We looked at energy, the total energy m0 gamma c squared, which also can be expressed as the energy of the rest energy of the particle, m0 c squared, plus the kinetic energy. And we looked at the total energy as being invariant, one of those invariants, as equal to the total momenta squared. The total energy squared is equal to the total momentum squared times c squared plus the rest mass squared times c to the fourth power.
And then we went through a larger number of examples, from accelerating electrons to composite particles. We talked about deuteron photon absorption and emission, the creation of particle, the creation of antiparticles, and the scattering of particles.
So here we had another example. Oops-- without the solution. In 1995, at Fermilab, a proton-antiproton collider, the Tevatron, top quarks were discovered. And we measured the top quark mass to 175 GeV. The center of mass energy at the Tevatron was 1.8, and later almost 2 tera-electronvolt, and clearly sufficient for the production of top and antitop.

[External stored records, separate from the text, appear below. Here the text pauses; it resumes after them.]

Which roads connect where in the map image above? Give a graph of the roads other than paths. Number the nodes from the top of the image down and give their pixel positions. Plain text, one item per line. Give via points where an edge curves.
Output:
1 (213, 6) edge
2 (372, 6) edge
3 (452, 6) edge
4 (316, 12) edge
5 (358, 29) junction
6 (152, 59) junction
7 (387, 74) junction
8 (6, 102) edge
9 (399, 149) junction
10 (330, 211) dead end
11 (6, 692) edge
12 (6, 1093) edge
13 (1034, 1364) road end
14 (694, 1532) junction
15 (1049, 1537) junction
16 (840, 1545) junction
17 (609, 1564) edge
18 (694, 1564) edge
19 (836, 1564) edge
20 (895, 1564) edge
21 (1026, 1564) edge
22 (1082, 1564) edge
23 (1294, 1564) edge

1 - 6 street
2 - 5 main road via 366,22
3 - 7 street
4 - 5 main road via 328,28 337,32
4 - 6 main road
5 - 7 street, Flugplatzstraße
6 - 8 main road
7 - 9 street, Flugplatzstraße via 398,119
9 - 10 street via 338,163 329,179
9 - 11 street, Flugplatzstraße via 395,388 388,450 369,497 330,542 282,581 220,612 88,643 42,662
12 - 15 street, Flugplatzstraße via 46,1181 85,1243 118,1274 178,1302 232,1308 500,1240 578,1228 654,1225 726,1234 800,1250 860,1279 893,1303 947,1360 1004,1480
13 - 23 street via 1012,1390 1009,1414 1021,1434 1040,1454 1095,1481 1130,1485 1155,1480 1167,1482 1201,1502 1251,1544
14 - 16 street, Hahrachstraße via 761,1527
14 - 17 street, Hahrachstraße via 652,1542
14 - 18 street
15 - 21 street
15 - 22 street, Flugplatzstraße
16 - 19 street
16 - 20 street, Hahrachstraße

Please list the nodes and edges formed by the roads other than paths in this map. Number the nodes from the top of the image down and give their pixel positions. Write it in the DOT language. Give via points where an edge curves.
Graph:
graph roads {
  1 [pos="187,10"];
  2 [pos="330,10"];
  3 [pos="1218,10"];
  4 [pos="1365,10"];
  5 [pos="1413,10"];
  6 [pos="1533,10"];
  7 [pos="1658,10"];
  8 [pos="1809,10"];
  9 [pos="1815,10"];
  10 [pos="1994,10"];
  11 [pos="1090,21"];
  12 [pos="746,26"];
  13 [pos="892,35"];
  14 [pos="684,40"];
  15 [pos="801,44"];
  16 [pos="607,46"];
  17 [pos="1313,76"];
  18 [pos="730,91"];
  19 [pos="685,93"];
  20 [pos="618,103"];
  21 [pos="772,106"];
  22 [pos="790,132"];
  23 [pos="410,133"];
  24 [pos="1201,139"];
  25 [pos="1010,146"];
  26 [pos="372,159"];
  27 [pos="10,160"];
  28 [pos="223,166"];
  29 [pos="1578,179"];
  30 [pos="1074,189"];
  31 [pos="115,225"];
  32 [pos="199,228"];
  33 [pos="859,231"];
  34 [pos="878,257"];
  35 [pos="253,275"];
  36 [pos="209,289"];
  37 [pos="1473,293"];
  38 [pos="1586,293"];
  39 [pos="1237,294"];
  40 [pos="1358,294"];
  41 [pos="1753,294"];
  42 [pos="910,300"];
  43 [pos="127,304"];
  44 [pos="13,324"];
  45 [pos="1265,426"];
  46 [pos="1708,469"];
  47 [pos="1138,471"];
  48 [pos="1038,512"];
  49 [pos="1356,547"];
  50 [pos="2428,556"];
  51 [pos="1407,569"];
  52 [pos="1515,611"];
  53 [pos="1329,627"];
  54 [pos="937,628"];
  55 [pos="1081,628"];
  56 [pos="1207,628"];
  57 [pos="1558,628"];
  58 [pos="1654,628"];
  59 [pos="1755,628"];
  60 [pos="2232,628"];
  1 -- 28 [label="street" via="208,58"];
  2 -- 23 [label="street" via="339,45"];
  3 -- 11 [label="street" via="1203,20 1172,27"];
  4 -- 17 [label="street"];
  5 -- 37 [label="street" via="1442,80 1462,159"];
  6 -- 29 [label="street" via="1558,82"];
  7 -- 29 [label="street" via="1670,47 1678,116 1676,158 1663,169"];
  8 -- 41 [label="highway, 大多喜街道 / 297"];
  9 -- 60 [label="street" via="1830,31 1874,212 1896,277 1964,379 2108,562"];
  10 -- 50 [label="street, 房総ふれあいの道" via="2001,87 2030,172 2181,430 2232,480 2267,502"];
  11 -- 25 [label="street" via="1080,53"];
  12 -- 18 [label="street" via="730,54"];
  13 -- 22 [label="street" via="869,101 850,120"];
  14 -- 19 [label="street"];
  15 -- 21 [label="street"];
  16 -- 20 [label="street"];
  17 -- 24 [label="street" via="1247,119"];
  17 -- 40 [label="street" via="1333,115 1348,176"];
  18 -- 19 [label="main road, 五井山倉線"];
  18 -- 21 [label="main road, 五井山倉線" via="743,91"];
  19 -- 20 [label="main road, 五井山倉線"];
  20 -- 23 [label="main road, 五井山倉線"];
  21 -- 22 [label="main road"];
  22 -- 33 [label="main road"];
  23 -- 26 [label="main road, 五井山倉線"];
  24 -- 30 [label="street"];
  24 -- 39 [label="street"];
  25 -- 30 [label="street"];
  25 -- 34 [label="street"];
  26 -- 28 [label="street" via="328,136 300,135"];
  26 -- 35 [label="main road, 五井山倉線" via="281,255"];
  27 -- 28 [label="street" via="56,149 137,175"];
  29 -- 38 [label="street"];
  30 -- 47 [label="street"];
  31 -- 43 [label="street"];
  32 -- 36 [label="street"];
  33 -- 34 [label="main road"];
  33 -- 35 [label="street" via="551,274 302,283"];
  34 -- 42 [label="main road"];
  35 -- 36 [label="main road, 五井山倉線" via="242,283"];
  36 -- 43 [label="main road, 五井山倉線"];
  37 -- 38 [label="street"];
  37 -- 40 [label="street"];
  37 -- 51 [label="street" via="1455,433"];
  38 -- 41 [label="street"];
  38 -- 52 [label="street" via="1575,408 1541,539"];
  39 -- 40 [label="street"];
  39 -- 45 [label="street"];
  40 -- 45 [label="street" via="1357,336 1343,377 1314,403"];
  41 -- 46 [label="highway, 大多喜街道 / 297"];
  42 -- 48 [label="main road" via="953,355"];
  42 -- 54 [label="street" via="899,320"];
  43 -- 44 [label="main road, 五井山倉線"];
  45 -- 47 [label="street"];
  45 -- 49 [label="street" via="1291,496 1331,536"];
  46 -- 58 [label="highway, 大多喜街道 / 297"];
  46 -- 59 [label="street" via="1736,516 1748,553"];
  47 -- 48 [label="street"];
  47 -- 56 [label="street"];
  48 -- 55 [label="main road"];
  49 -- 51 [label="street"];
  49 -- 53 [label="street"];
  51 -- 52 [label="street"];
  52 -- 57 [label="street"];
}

But what is the minimal energy in order for this process to occur? And here we went through a number of examples. The minimal energy-- sorry. I have to work this out again. The minimal energy required can be derived or extracted in the center of mass frame, where the top and antitop are produced at rest.
And if you do this-- in this example, the proton in this collider experiment-- the experiment is already conducted in the center of mass frame. So the minimal energy is simply 2 times the top mass times c square, or 2 times gamma times the mass of the proton times c square, which gives you a gamma factor of 175.
But the likelihood to actually observe a top quark and a antitop quark at that energy, 175 GeV proton or antiproton energy, is rather 0. And the reason for this has to do with the structure of the proton.
The actual interaction between the proton and the antiproton is such that the quarks and antiquarks inside the proton, and also the gluons, interact. And they only carry a fraction of the momentum and the energy of the proton. And hence this minimal calculation is insufficient to get a sufficient cross-section likelihood for top quarks and antiquarks to be produced. But that is particle physics and goes beyond the scope of this lecture.
One last point, which leads sometimes to confusion, is the concept of conserved and invariant properties. When we look at the meaning of the word, invariant means never-changing. And in the concept of special relativity, properties are invariant when they do not change under Lorentz transformation or Galilean transformation, as we discussed earlier in the class.